[[ TASK DATA, beginning ]]
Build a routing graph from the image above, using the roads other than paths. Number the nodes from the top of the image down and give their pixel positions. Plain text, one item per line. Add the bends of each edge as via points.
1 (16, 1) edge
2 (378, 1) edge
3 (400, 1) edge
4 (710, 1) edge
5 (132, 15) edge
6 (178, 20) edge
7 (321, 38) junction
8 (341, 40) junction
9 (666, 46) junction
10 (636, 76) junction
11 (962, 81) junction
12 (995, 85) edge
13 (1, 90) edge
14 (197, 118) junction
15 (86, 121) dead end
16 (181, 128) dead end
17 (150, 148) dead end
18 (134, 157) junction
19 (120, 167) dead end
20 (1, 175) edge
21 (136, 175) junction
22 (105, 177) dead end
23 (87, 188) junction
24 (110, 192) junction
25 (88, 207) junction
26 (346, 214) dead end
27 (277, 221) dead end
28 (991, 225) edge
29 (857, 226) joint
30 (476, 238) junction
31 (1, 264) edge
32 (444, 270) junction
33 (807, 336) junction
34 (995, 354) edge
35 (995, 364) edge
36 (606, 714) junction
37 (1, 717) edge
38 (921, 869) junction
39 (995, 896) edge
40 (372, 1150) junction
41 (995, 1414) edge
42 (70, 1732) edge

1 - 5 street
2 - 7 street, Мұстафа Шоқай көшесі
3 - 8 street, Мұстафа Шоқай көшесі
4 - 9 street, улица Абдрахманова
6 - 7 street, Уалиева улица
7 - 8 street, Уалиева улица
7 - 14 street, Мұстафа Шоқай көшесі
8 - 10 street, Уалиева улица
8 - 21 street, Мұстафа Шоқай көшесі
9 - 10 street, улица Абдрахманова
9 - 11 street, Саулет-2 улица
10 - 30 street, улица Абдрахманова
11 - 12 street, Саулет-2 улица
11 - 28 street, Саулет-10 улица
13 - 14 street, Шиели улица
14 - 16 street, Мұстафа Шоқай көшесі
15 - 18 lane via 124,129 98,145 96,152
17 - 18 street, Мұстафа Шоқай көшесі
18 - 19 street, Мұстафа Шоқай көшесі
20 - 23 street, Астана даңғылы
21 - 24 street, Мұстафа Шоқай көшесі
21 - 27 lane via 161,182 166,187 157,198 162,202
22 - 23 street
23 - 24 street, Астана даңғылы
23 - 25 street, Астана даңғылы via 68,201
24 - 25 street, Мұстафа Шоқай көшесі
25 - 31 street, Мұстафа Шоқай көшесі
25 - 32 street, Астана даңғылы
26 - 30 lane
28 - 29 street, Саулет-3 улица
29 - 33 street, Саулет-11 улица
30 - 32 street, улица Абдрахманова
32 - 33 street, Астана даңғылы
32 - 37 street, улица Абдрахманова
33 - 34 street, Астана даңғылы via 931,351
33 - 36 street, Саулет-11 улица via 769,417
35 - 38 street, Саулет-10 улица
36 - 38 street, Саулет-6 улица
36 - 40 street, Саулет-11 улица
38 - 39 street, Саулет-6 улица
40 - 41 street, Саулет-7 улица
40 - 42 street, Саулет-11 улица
[[ TASK DATA, end ]]
WORK REQUEST >>
Look over the records above and say, with no extra words, how many lines include "Абдрахманова".

WRITTEN SOLUTION >>
5